# distance (between track centers) for passing track?



## peter bunce (Dec 29, 2007)

Hi,

I am in the middle of sorting out an extension to my track and intend to have a passing loop in it; after a quick measurement I think a distance between track centers, of about 9" would do. One of my larger flatcars has a total width of 6" which is where I worked out the 9" from.

Any thoughts please before I lay down the loop which will be straight by the way?


----------



## Dougald (Jan 2, 2008)

Peter

I use 8 inch centres which scales to about 14 feet in Fn3. Canadain National standards called for 16 feet minimum but that was of course standard gauge ... . Many folks in 1:22.5 have used 6 inch centres but that is way too tight for full scale equipemt - 9 inches will work well if you can afford the space and is very helpful if you have some reasonably sharp curves mixed with some of the larger narrow gauge equipment..

Regards ... Doug


----------



## John J (Dec 29, 2007)

I am doing a 6 inch center to center on a double track bridge. It is tight. If you an do the 8 inch I would recomend it.


----------



## Totalwrecker (Feb 26, 2009)

"Any thoughts please before I lay down the loop which will be straight by the way?" 

the loop will be straight... I can't get my brain around a straight loop.... but I might if you mean a passing siding connected at either end with a switch? 

Often the passing siding is smaller rail and at a lower profile than the mainline. Slower entering and leaving speeds of the inferrior train being passed. Less wear allowed cheaper grading and a place to recycle smaller rail.

The distance is less between straight track than curved, on straight, I'd go the sum of your 2 widest cars/locos divided by 2 and add an inch. Centerline to centerline. 7" minimum based on your flat.

I had to use the chainsaw when the the middle of Sierra Passenger cars rubbed the tunnel portal... that car will never rub again! lol 

Use a full size mock up and if you can allow extra .....for that large loco lust .....that will only be cured with Spend Therapy! 

John


----------



## Greg Elmassian (Jan 3, 2008)

Peter, one thing you did not mention is the scale you are using... the recommendations will be different depending on if you are running 1:20.3 or 1:29. 

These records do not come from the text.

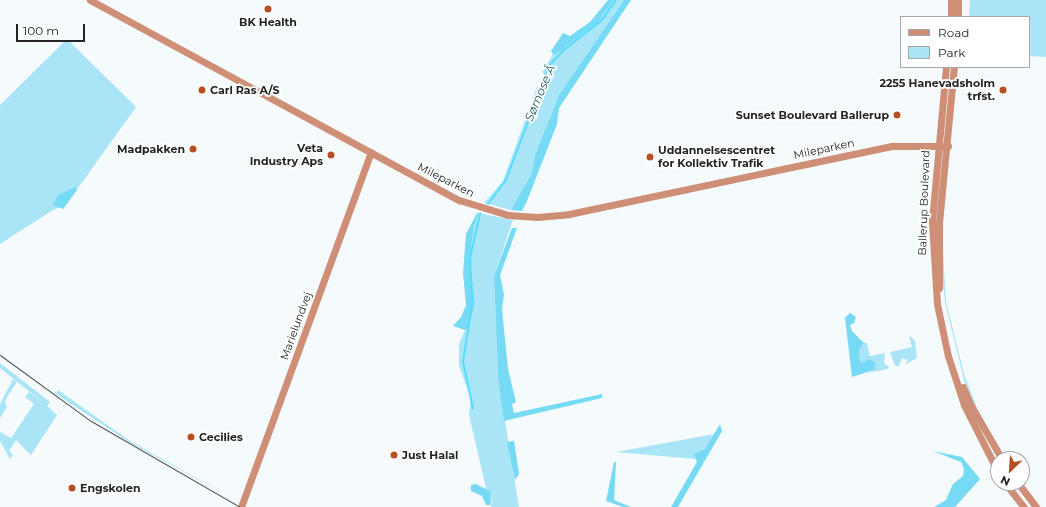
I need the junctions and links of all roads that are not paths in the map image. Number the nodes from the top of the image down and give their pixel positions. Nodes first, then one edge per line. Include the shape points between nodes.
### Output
1 (90, 0) edge
2 (951, 0) edge
3 (958, 0) edge
4 (951, 16) edge
5 (958, 16) edge
6 (946, 68) edge
7 (954, 68) edge
8 (938, 146) junction
9 (948, 146) junction
10 (371, 152) junction
11 (997, 451) edge
12 (990, 456) edge
13 (1011, 491) edge
14 (1024, 491) edge
15 (241, 507) edge
16 (1024, 507) edge
17 (1036, 507) edge

1 - 10 street, Mileparken
2 - 4 street
3 - 5 street
6 - 8 street, Ballerup Boulevard
7 - 9 street, Ballerup Boulevard
8 - 9 street, Mileparken
8 - 10 street, Mileparken via 906,145 876,149 569,214 537,217 508,215 471,205
8 - 12 street, Ballerup Boulevard via 932,252 941,328 964,405
9 - 11 street, Ballerup Boulevard via 939,222 939,286 945,327 961,384
10 - 15 street, Marielundvej
13 - 16 street
14 - 17 street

If you meant a passing siding, then you can use the minimum distance railroads use, and scale to your personal scale. 

Track to track spacing in yards is different on mainlines, etc. 

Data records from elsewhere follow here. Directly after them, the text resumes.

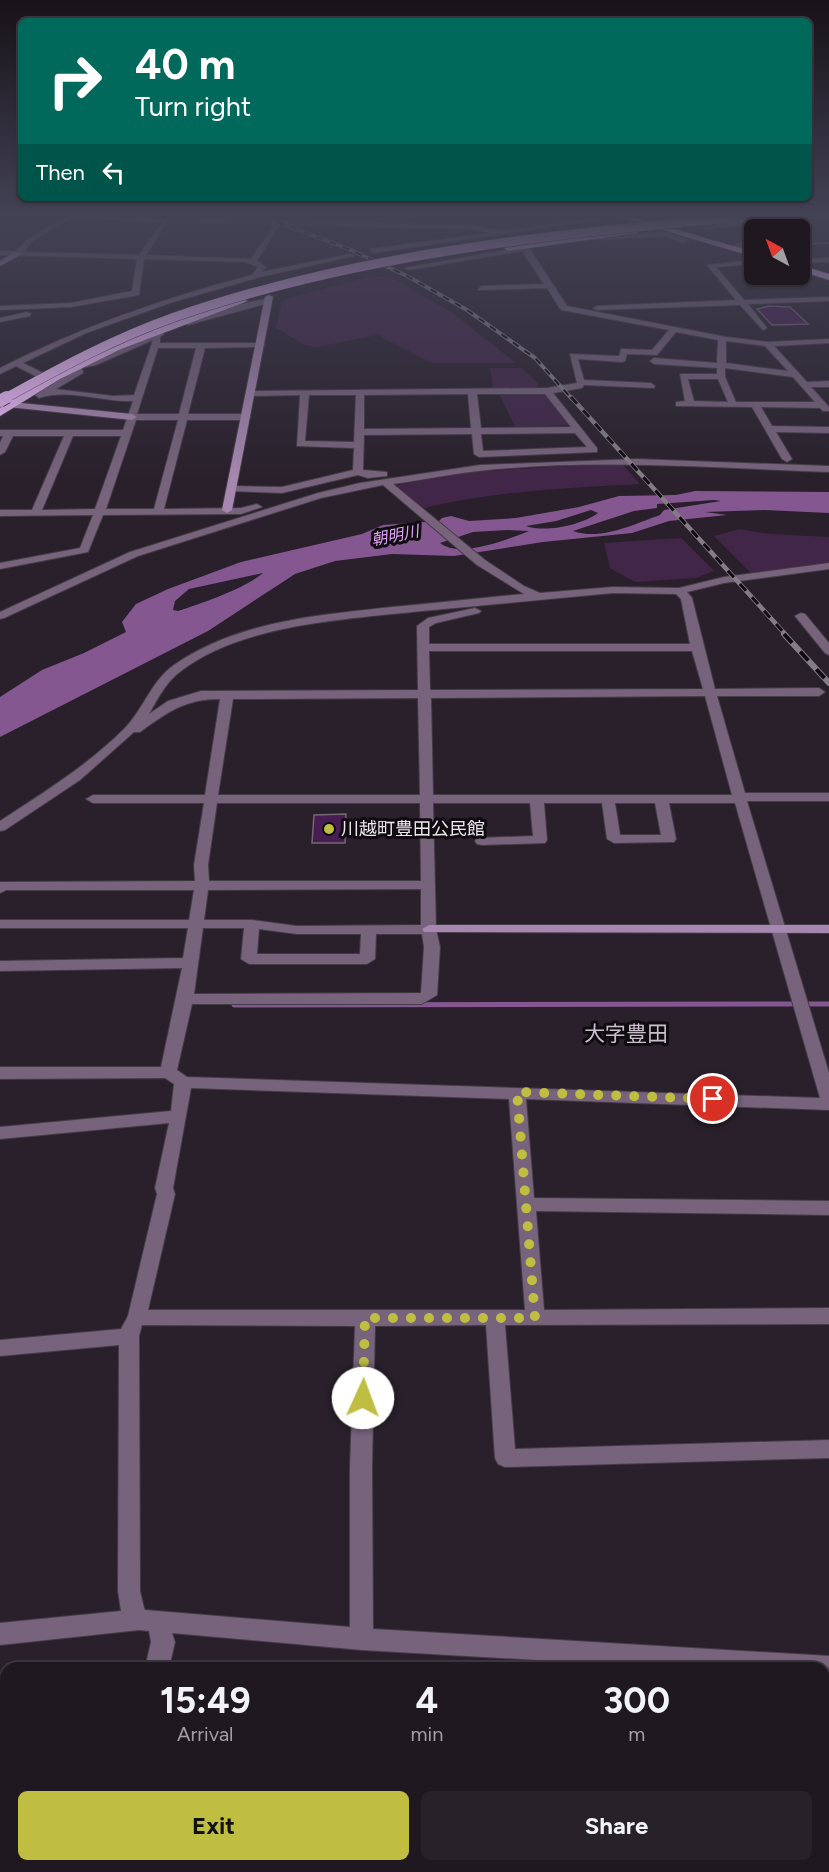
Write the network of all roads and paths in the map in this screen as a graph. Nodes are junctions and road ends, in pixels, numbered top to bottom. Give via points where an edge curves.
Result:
1 (74, 304) edge
2 (160, 304) edge
3 (194, 304) edge
4 (215, 304) edge
5 (233, 304) edge
6 (249, 304) edge
7 (268, 304) edge
8 (561, 304) edge
9 (682, 304) edge
10 (744, 304) edge
11 (71, 305) junction
12 (666, 305) junction
13 (0, 308) edge
14 (570, 309) junction
15 (672, 314) dead end
16 (0, 320) edge
17 (677, 326) junction
18 (722, 339) junction
19 (154, 341) junction
20 (829, 341) edge
21 (767, 343) junction
22 (261, 345) junction
23 (201, 346) junction
24 (75, 348) dead end
25 (573, 356) junction
26 (654, 361) dead end
27 (17, 363) junction
28 (46, 363) dead end
29 (722, 366) junction
30 (611, 367) dead end
31 (79, 368) junction
32 (0, 371) edge
33 (796, 375) junction
34 (721, 377) junction
35 (16, 379) dead end
36 (582, 382) junction
37 (829, 384) edge
38 (49, 385) junction
39 (806, 385) junction
40 (651, 386) dead end
41 (547, 391) junction
42 (472, 392) junction
43 (251, 393) junction
44 (305, 394) junction
45 (360, 394) junction
46 (39, 396) dead end
47 (138, 398) junction
48 (5, 403) edge
49 (679, 404) dead end
50 (690, 404) junction
51 (733, 404) junction
52 (755, 405) junction
53 (826, 408) edge
54 (0, 413) edge
55 (132, 417) junction
56 (184, 417) junction
57 (246, 417) junction
58 (770, 429) junction
59 (476, 430) junction
60 (579, 430) junction
61 (829, 430) edge
62 (359, 432) junction
63 (5, 433) edge
64 (127, 433) junction
65 (69, 434) junction
66 (359, 445) junction
67 (0, 452) edge
68 (691, 455) dead end
69 (733, 457) junction
70 (787, 459) junction
71 (829, 460) edge
72 (653, 463) junction
73 (829, 469) edge
74 (464, 470) junction
75 (358, 472) junction
76 (385, 482) junction
77 (231, 489) junction
78 (347, 489) junction
79 (159, 510) junction
80 (227, 510) junction
81 (100, 512) junction
82 (2, 513) edge
83 (36, 513) junction
84 (0, 566) edge
85 (829, 567) edge
86 (724, 580) junction
87 (613, 590) junction
88 (679, 591) junction
89 (548, 597) junction
90 (26, 603) junction
91 (0, 609) edge
92 (0, 616) edge
93 (801, 616) dead end
94 (697, 646) junction
95 (423, 648) junction
96 (829, 651) edge
97 (819, 692) dead end
98 (710, 693) junction
99 (425, 694) junction
100 (227, 695) junction
101 (128, 732) junction
102 (829, 797) edge
103 (742, 798) junction
104 (93, 799) dead end
105 (213, 799) junction
106 (608, 799) junction
107 (661, 799) junction
108 (428, 800) junction
109 (537, 800) junction
110 (0, 827) edge
111 (482, 842) dead end
112 (202, 884) junction
113 (429, 885) junction
114 (0, 889) edge
115 (0, 924) edge
116 (196, 924) junction
117 (252, 924) junction
118 (779, 928) junction
119 (829, 929) edge
120 (369, 930) junction
121 (429, 930) junction
122 (190, 963) junction
123 (0, 966) edge
124 (185, 999) junction
125 (168, 1072) junction
126 (0, 1073) edge
127 (183, 1082) junction
128 (517, 1092) junction
129 (829, 1102) edge
130 (179, 1116) junction
131 (0, 1133) edge
132 (525, 1204) junction
133 (829, 1208) edge
134 (829, 1316) edge
135 (365, 1318) junction
136 (492, 1318) junction
137 (535, 1318) junction
138 (133, 1327) junction
139 (0, 1348) edge
140 (829, 1449) edge
141 (148, 1622) junction
142 (0, 1634) edge
143 (362, 1639) junction
144 (584, 1660) edge
145 (158, 1662) edge
146 (654, 1662) edge

1 - 11 street
2 - 27 street via 115,319
3 - 24 highway, bridge
4 - 48 highway, bridge via 115,340 50,371
5 - 31 highway via 157,330
6 - 19 street
7 - 22 street
8 - 14 street
9 - 12 street
10 - 21 street via 762,327 756,333
11 - 13 street
11 - 16 street
12 - 14 street
12 - 15 street
14 - 17 street
17 - 18 street
17 - 25 street via 654,353 624,351 622,359
18 - 21 street
18 - 29 street
19 - 23 street
19 - 31 street
19 - 47 street
20 - 21 street
21 - 33 street
22 - 23 street
22 - 43 street
23 - 56 street
25 - 30 street
25 - 36 street
26 - 29 street
27 - 32 street
27 - 38 street
28 - 35 highway
29 - 33 street
29 - 34 street
31 - 38 highway
33 - 39 street
34 - 50 street via 683,376
34 - 51 street
36 - 40 street
36 - 41 street via 579,386
37 - 39 street
38 - 46 street
38 - 47 street via 113,399
38 - 48 highway
39 - 53 street
41 - 42 street
41 - 60 street
42 - 45 street
42 - 59 street
43 - 44 street
43 - 57 street
44 - 45 street
44 - 66 street via 300,444
45 - 62 street
47 - 55 street
48 - 54 highway
48 - 55 street
49 - 50 street
50 - 51 street
51 - 52 street
52 - 53 street
52 - 58 street
55 - 56 street
55 - 64 street
56 - 57 street
56 - 79 street
57 - 77 street
58 - 61 street
58 - 70 street
59 - 60 street
59 - 60 street via 479,454 594,450
59 - 62 street
62 - 66 street
63 - 65 street
63 - 67 street
64 - 65 street
64 - 81 street
65 - 83 street
66 - 75 street
68 - 69 street
69 - 70 street
69 - 72 street
70 - 71 street
72 - 73 street
72 - 74 street
74 - 75 street via 368,475
74 - 76 street
75 - 77 street via 282,490
76 - 78 street
76 - 89 street via 494,571 522,590
77 - 80 street
78 - 80 street via 326,488 251,508
78 - 90 street via 134,554
79 - 80 street
79 - 81 street
81 - 83 street
81 - 84 street via 84,550
82 - 83 street
85 - 86 street
86 - 87 street
86 - 88 street
87 - 88 street
87 - 89 street
88 - 94 street via 686,598
89 - 95 street via 432,620 423,626
89 - 101 street via 323,618 253,632 177,668 161,683
90 - 91 street
90 - 92 street
93 - 96 street
94 - 95 street
94 - 98 street
95 - 99 street
97 - 98 street
98 - 99 street
98 - 103 street
99 - 100 street
99 - 108 street
100 - 101 street via 186,698
100 - 105 street
101 - 110 street via 75,777
102 - 103 street
103 - 107 street
103 - 118 street
104 - 105 street
105 - 108 street
105 - 112 street via 201,865
106 - 107 street
106 - 107 street via 615,840 669,839
106 - 109 street
108 - 109 street
108 - 113 street
109 - 111 street via 540,840
112 - 113 street
112 - 114 street
112 - 116 street
113 - 121 street
115 - 116 street
116 - 117 street
116 - 122 street
117 - 120 street via 297,930
117 - 120 street via 249,959 367,959
118 - 119 street
118 - 121 street
118 - 129 street
120 - 121 street
121 - 124 street via 429,995 422,999
122 - 123 street
122 - 124 street
124 - 125 street
125 - 126 street
125 - 127 street
127 - 128 street
127 - 130 street
128 - 129 street
128 - 132 street
130 - 131 street
130 - 138 street via 166,1194
132 - 133 street
132 - 137 street
134 - 137 street
135 - 136 street
135 - 138 street
135 - 143 street
136 - 137 street
136 - 140 street via 496,1327 505,1458
138 - 139 street
138 - 141 street via 129,1591 133,1612
141 - 142 street
141 - 143 street
141 - 145 street via 163,1642
143 - 144 street
144 - 146 street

I have 9" on my layout, but that's including curves. I use a scale 13' in 1:29 in my switchyard (more tracks). 

Regards, Greg


----------



## NTCGRR (Jan 2, 2008)

8" oc


----------



## Trains (Jan 2, 2008)

I am using USA trains big switches. So I took two and made a cross over, measured the distance between the tracks. It came out to 8 inches OC So that's what I used.

Don


----------